If you don’t relate, think I’m obnoxious or you are a friend/family member snooping on me and recoiling at my use of the word “cunt”… Them I’m really sorry, but you’re the one essentially reading my diary, you sneaky fucker. You don’t have to like it. You don’t get to tell me that I’m “doing it wrong” regarding being ill. I’m doing the best that I can. I’m not writing a children’s’ book. I’m writing my own diary.

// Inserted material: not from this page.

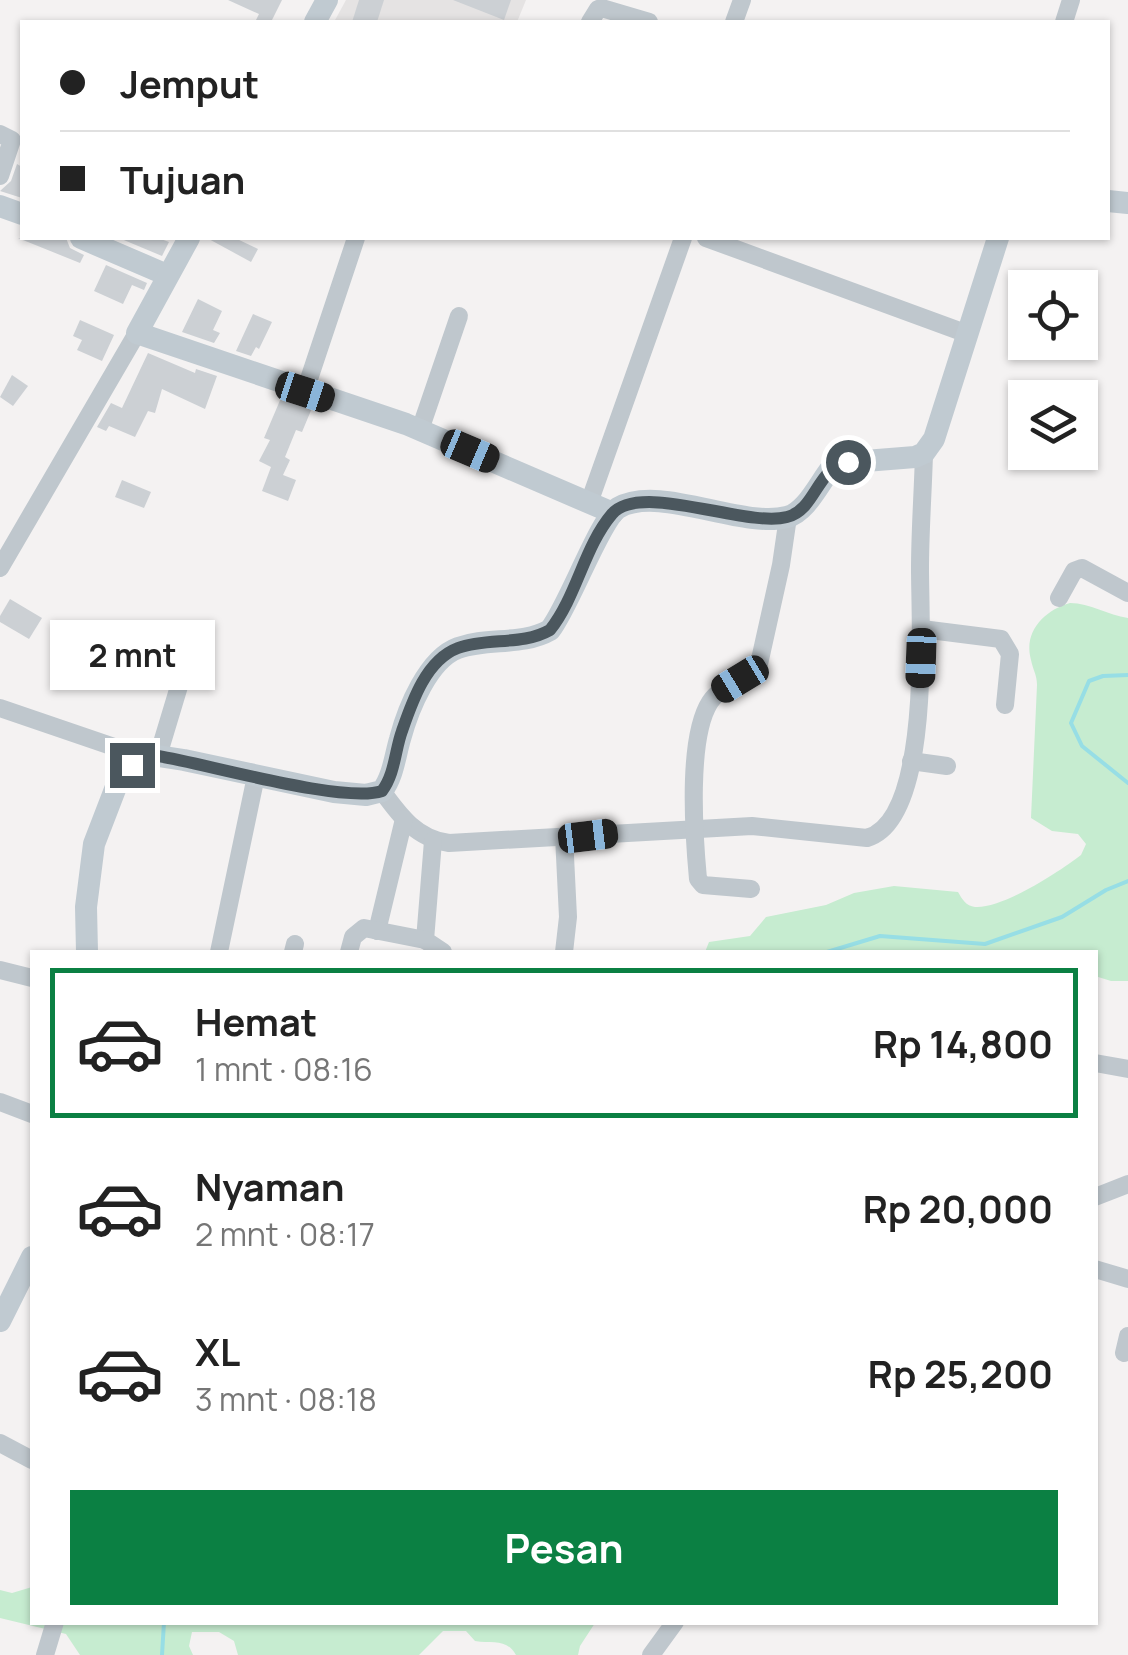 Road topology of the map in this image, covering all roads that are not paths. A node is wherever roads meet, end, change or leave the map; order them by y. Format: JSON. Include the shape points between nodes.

What you read here is what I choose to share, and believe me, I’m choosy. I write about what is troubling me at any given time or what I feel strongly about. Often this is my illness – because becoming more and more ill and more and more disabled IS troubling and naturally occupies my mind when it is stopping me having fun. Of course there is more to my life than my illness, but this is where I like to moan about my suffering and hardship. If you don’t like it, you can fuck off. You wouldn’t sit for two hours through a film you hated. Studying my blog in great depth when you dislike me is… axe murderer type shit.
So, hiya pal, nice to see you there *waves*… or… why are you still even reading this? You really are one sick mother fucker.